Von Mallorca zum Rindermarkt

Die Münchner City beherbergt eine Fülle origineller, ja exotischer Geschäfte. Eines davon ist seit mehr als 100 Jahren das „Spanische Fruchthaus“ im Ruffinihaus.

Miquel Adrover hatte die Idee, dieses Fruchthaus zu eröffnen. Er kam im Jahre 1910 mit seinem Bruder Pedro von der spanischen Insel Mallorca nach München und eröffnete 1912 einen kleinen Fruchtladen auf der gegenüberliegenden Seite des heutigen Ladens. Diesen richtete er 1947 ein und übergab ihn einige Jahre später an seine Tochter Micaela Bauer.

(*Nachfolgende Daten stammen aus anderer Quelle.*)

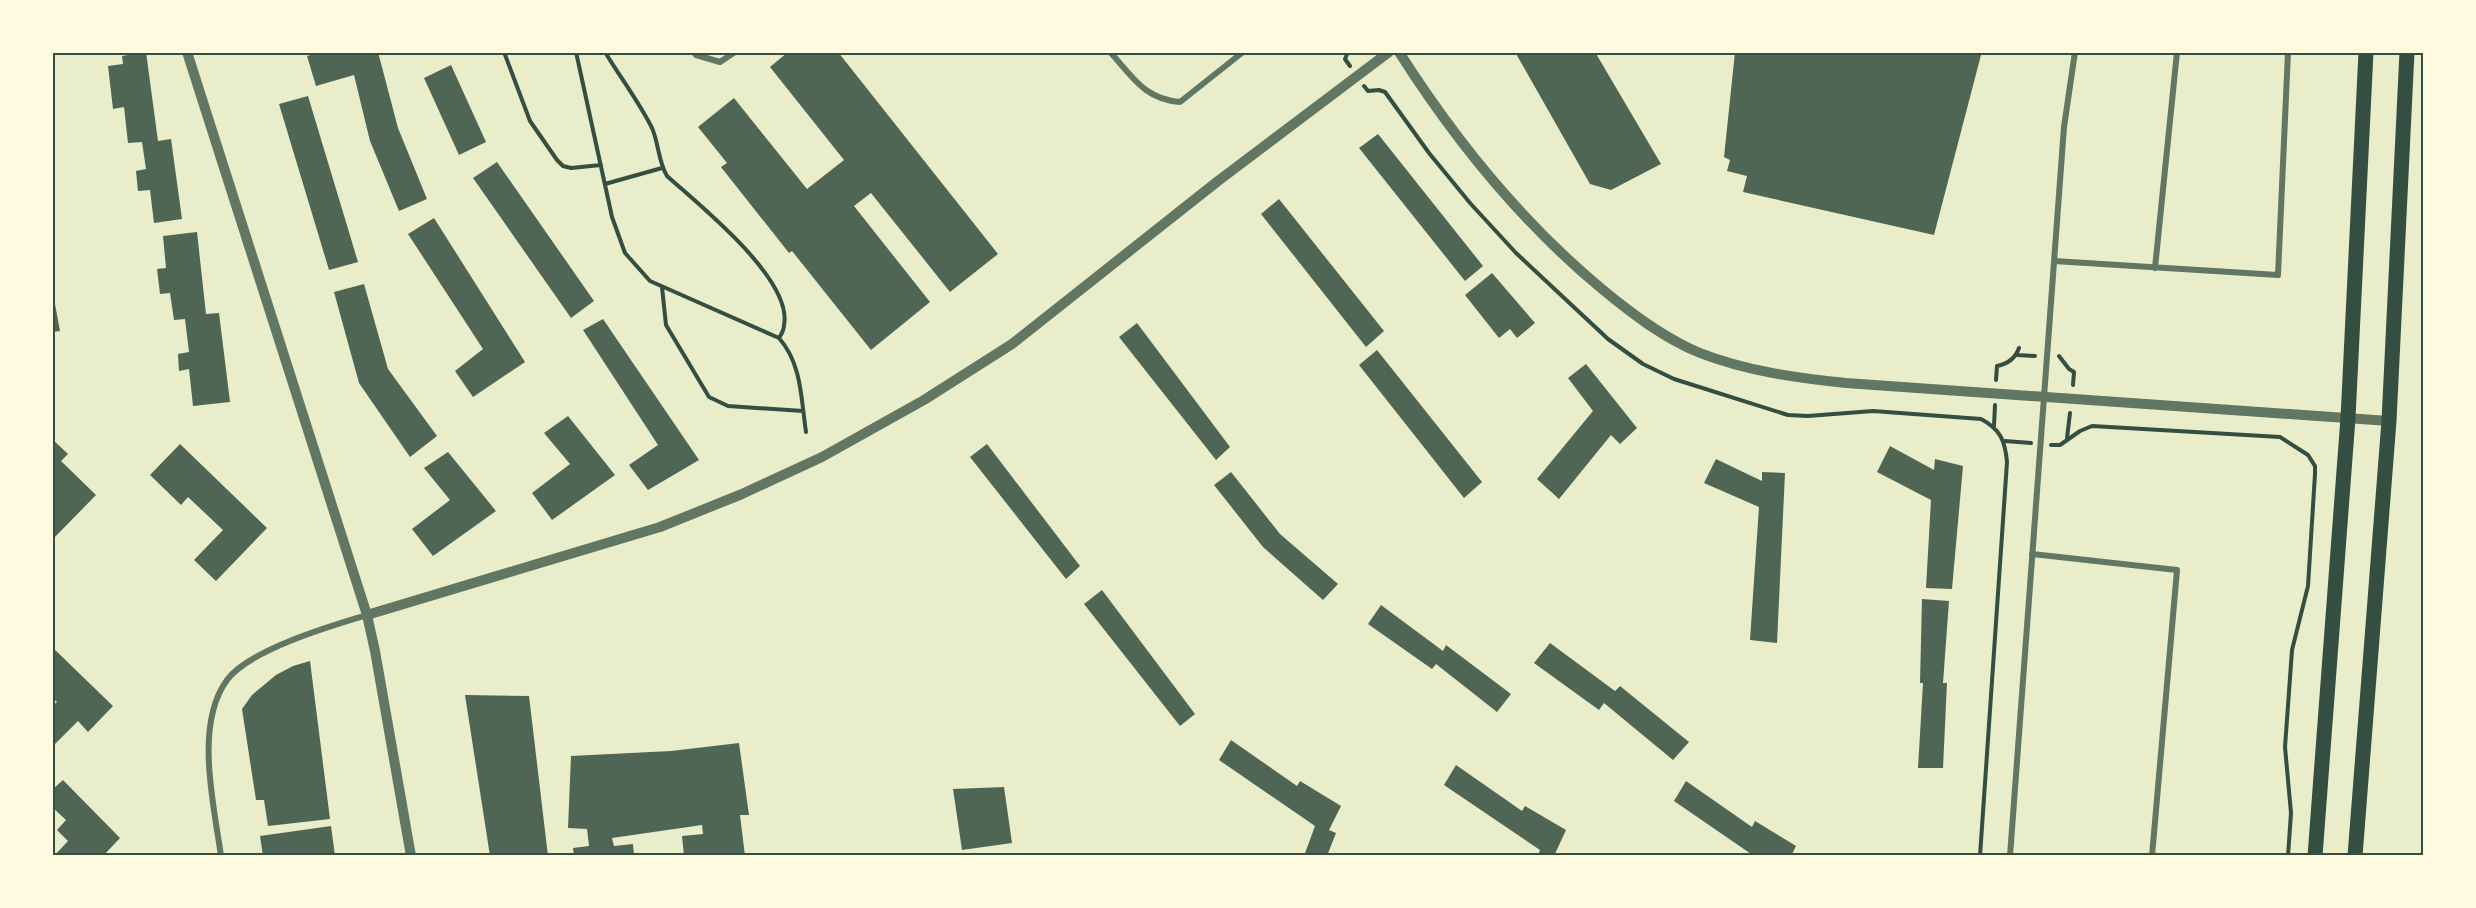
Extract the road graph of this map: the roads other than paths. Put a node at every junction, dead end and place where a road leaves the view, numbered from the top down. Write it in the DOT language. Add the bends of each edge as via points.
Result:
graph roads {
  1 [pos="187,52"];
  2 [pos="694,52"];
  3 [pos="735,52"];
  4 [pos="1110,52"];
  5 [pos="1243,52"];
  6 [pos="1389,52"];
  7 [pos="1398,52"];
  8 [pos="2074,52"];
  9 [pos="2177,52"];
  10 [pos="2288,52"];
  11 [pos="2366,52"];
  12 [pos="2407,52"];
  13 [pos="2054,261"];
  14 [pos="2155,268"];
  15 [pos="2044,397"];
  16 [pos="2348,418"];
  17 [pos="2389,421"];
  18 [pos="2032,554"];
  19 [pos="367,615"];
  20 [pos="221,855"];
  21 [pos="411,855"];
  22 [pos="2010,855"];
  23 [pos="2152,855"];
  24 [pos="2315,855"];
  25 [pos="2355,855"];
  1 -- 19 [label="street"];
  2 -- 3 [label="street" via="696,56 720,62"];
  4 -- 5 [label="street" via="1148,93 1180,102"];
  6 -- 19 [label="street" via="1012,344 924,400 822,457 660,527"];
  7 -- 15 [label="street" via="1447,124 1535,228 1630,313 1700,353 1793,378"];
  8 -- 13 [label="street"];
  9 -- 14 [label="street"];
  10 -- 14 [label="street" via="2278,275"];
  11 -- 16 [label="main road"];
  12 -- 17 [label="main road"];
  13 -- 14 [label="street"];
  13 -- 15 [label="street"];
  15 -- 16 [label="street"];
  15 -- 18 [label="street"];
  16 -- 17 [label="street"];
  16 -- 24 [label="main road"];
  17 -- 25 [label="main road"];
  18 -- 22 [label="street"];
  18 -- 23 [label="street" via="2177,570"];
  19 -- 20 [label="street" via="321,629 253,659 227,680 212,712 208,751"];
  19 -- 21 [label="street"];
}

Ab 1987 führte seine Enkelin Marion Schmöller das Geschäft weiter, die seit 2010 von Ihrer Tochter Marina unterstützt wurde. Marina Schmöller führt seit März 2020 mit ihrem Onkel Christian Bauer das Traditionsgeschäft unter dem Namen ihres Urgroßvaters weiter.

Die Inneneinrichtung des nach der Sanierung des Ruffinihauses neu gestalteten Ladens orientiert sich bewusst an der Originaleinrichtung von Miquel Adrover. Heute kommt den Kunden nur noch der kleinste Teil in den vielen Gläsern, Tiegeln und Auslagen „spanisch“ vor, denn schon seit vielen Jahren stammen die Spezialitäten, Trockenfrüchte und kandierten Leckereien aus den entferntesten Ländern der Erde.

Den Duft der weiten Welt, den hat der Käufer hier im wahrsten Sinne des Wortes in der Nase. Aus Thailand, Südafrika, Chile, Kolumbien, aus der Türkei, von den Philippinen und aus Europa kommen die Früchte, die als Trockenfrüchte möglichst naturbelassen und ungeschwefelt angeboten und größtenteils schokoliert werden.